TASK GOAL — Within the data below, copy each line where the string "then" is found.

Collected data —
##########
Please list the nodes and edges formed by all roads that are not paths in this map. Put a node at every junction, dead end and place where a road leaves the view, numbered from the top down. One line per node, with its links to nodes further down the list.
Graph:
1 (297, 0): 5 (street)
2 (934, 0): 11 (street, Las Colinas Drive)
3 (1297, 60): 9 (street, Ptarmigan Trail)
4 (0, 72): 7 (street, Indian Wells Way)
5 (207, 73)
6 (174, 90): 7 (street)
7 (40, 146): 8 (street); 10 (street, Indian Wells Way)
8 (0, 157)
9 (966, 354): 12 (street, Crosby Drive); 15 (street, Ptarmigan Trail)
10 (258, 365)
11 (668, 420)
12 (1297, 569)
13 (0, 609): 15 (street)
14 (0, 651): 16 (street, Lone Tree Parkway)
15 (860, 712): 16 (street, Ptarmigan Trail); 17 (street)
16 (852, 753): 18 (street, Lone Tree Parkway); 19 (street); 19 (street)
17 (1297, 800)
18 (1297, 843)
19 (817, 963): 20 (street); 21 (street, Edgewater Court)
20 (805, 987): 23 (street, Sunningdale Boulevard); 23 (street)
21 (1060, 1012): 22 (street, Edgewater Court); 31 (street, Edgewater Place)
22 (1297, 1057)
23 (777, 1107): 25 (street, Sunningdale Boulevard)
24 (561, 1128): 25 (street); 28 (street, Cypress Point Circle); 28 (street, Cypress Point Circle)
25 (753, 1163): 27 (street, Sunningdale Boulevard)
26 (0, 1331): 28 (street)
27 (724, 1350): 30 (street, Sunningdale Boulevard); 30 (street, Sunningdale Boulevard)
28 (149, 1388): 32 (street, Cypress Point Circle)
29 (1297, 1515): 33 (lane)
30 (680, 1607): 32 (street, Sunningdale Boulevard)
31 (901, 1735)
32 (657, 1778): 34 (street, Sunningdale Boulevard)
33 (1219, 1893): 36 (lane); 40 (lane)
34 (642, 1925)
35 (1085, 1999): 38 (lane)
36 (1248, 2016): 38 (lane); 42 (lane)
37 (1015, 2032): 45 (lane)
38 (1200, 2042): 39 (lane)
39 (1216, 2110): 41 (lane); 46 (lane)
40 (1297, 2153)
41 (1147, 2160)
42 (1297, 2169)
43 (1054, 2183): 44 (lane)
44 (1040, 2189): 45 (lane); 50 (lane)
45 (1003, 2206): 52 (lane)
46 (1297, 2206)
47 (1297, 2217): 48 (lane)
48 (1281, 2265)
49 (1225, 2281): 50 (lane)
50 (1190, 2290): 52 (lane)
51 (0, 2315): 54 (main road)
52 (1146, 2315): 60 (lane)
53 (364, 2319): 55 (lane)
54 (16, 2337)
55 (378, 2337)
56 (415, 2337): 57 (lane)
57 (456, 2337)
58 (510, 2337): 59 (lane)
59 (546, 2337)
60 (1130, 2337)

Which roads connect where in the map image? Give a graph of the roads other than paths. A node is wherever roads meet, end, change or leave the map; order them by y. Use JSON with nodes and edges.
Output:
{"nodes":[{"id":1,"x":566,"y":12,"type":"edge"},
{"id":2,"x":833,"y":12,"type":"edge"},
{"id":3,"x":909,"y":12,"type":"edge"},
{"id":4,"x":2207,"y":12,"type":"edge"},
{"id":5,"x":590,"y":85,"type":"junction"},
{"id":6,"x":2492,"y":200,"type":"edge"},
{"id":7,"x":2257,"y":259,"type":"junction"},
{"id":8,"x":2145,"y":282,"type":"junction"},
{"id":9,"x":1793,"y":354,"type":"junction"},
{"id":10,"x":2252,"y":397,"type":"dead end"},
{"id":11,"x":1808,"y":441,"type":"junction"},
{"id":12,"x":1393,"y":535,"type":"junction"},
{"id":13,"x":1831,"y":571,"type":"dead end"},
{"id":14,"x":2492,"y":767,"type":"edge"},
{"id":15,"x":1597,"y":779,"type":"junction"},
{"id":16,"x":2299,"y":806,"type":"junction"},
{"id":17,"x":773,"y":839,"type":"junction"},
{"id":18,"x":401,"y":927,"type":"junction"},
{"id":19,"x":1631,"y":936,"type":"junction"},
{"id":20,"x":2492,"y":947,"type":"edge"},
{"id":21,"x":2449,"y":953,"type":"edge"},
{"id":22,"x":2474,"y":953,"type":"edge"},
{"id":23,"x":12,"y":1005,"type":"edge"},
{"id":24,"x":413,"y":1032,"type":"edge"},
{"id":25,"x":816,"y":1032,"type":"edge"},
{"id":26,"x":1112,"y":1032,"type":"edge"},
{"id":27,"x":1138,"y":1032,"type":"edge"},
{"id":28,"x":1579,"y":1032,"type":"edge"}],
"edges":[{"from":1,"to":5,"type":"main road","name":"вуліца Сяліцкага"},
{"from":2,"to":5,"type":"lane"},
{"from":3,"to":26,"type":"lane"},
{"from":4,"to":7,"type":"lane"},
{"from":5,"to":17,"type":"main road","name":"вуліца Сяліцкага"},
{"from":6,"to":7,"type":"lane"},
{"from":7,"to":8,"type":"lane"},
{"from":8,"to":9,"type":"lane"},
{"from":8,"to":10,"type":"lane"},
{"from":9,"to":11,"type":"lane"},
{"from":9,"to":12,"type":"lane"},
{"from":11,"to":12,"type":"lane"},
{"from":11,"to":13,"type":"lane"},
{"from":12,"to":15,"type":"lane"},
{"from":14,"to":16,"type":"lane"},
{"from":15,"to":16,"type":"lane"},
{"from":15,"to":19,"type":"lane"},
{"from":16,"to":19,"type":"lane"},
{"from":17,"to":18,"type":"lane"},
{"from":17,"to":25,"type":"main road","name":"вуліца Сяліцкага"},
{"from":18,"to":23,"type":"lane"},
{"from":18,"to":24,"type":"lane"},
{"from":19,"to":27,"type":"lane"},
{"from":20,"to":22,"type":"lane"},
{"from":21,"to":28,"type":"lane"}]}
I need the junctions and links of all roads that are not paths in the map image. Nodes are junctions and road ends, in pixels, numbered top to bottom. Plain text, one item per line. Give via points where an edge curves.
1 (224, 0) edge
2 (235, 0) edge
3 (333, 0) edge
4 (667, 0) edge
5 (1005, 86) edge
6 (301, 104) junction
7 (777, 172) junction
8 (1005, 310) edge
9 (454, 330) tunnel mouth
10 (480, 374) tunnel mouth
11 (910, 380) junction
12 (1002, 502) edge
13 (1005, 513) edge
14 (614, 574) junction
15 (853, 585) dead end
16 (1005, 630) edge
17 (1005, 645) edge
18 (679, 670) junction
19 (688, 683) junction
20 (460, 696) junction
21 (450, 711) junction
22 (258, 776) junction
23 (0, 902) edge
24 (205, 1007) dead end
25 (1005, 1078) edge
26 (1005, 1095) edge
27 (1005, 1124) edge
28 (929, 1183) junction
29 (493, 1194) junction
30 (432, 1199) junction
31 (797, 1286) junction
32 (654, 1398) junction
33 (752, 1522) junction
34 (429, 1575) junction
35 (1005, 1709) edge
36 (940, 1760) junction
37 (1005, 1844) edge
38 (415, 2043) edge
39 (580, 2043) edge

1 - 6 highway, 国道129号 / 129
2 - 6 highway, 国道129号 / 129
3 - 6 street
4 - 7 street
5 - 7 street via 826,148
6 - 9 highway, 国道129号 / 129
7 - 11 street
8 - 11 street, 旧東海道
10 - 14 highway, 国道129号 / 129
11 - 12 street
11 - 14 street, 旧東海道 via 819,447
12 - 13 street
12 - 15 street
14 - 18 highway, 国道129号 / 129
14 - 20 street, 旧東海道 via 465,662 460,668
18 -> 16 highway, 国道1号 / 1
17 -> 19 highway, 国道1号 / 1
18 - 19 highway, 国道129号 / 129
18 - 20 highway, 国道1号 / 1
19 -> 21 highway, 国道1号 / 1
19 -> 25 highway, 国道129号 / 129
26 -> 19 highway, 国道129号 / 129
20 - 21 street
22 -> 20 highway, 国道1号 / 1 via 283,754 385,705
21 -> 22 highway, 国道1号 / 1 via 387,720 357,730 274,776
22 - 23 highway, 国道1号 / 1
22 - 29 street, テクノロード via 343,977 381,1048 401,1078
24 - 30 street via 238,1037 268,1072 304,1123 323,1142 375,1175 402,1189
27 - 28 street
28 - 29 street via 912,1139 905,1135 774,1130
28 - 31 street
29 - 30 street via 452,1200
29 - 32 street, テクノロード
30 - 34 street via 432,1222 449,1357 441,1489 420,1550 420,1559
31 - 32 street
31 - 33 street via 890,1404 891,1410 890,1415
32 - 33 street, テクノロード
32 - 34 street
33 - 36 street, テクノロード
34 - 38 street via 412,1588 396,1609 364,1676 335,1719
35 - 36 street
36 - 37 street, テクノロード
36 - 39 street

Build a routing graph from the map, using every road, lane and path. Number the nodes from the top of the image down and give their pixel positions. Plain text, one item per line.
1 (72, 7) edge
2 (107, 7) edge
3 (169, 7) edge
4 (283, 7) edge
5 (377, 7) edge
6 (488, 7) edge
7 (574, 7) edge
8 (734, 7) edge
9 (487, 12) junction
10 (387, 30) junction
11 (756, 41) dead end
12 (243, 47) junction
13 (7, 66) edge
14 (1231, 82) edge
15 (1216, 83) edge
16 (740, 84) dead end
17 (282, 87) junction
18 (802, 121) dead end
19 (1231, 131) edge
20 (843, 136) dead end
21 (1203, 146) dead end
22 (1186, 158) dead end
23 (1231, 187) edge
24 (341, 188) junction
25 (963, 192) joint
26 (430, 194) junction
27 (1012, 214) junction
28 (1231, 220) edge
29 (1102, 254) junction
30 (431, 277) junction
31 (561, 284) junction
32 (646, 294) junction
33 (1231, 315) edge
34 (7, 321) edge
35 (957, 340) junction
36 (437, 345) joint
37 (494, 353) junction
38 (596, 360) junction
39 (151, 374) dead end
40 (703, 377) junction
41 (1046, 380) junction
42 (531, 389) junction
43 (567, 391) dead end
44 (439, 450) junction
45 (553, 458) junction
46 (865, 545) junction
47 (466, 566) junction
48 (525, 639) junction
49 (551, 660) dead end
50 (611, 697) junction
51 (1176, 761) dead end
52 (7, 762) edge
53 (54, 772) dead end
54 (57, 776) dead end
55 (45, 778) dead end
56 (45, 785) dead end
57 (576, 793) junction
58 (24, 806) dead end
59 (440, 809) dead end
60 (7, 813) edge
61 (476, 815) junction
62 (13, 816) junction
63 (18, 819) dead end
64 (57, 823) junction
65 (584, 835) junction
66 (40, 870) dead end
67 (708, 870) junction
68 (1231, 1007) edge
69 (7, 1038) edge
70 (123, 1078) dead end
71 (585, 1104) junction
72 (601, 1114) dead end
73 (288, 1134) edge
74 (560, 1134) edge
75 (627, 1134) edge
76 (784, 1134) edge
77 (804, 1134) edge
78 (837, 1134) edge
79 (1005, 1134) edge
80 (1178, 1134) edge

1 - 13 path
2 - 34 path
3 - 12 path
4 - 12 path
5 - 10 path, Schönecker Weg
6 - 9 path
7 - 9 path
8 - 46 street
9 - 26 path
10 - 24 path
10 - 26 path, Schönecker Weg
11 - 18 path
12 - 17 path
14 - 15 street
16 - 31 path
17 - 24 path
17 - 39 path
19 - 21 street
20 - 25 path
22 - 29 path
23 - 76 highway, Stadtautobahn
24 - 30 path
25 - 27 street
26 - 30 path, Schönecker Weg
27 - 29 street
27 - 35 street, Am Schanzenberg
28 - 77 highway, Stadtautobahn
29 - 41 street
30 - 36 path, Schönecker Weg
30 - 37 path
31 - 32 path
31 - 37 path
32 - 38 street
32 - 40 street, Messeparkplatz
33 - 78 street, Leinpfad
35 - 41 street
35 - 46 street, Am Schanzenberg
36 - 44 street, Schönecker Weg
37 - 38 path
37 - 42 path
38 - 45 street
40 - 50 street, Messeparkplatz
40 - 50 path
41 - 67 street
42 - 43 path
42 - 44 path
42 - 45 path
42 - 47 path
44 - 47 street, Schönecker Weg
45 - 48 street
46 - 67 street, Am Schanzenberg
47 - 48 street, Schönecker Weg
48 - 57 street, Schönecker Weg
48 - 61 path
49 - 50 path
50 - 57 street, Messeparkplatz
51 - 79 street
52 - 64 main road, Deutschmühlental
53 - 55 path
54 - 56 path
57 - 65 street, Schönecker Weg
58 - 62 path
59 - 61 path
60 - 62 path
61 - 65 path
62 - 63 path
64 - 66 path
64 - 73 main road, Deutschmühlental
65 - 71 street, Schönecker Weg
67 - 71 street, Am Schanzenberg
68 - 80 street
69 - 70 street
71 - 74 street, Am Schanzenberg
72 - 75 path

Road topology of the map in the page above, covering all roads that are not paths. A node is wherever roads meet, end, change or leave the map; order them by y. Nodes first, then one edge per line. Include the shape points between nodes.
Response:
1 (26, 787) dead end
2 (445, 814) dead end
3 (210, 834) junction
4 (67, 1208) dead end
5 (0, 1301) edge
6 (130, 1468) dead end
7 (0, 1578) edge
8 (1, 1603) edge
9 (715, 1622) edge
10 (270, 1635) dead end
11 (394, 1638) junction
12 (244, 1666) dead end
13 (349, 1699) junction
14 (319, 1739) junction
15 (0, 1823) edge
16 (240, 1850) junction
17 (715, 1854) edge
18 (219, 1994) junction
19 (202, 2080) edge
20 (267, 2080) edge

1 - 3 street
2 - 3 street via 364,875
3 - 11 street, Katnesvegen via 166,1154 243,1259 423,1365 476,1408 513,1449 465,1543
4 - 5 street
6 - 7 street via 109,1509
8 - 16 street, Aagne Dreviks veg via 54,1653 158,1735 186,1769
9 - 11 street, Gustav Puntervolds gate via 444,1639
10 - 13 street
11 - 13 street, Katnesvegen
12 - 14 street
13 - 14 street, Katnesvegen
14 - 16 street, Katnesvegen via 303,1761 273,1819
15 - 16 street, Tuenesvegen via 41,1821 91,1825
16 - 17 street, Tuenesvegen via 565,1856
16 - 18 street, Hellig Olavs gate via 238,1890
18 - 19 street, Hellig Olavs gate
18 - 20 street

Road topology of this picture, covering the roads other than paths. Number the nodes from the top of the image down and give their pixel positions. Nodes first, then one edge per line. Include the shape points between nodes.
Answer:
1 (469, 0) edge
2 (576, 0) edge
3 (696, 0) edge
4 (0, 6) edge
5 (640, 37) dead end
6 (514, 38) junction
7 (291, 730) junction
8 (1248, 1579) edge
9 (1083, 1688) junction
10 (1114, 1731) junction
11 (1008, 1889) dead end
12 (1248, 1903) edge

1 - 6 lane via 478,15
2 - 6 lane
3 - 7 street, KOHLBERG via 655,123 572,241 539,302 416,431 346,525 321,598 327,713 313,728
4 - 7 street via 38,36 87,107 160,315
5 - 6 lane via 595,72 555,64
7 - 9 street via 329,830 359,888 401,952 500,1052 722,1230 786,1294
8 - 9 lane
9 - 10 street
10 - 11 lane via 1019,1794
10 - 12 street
##########
RESPONSE BELOW —
Road topology of the map in the page above, covering all roads that are not paths. A node is wherever roads meet, end, change or leave the map; order them by y. Nodes first, then one edge per line. Include the shape points between nodes.
Road topology of this picture, covering the roads other than paths. Number the nodes from the top of the image down and give their pixel positions. Nodes first, then one edge per line. Include the shape points between nodes.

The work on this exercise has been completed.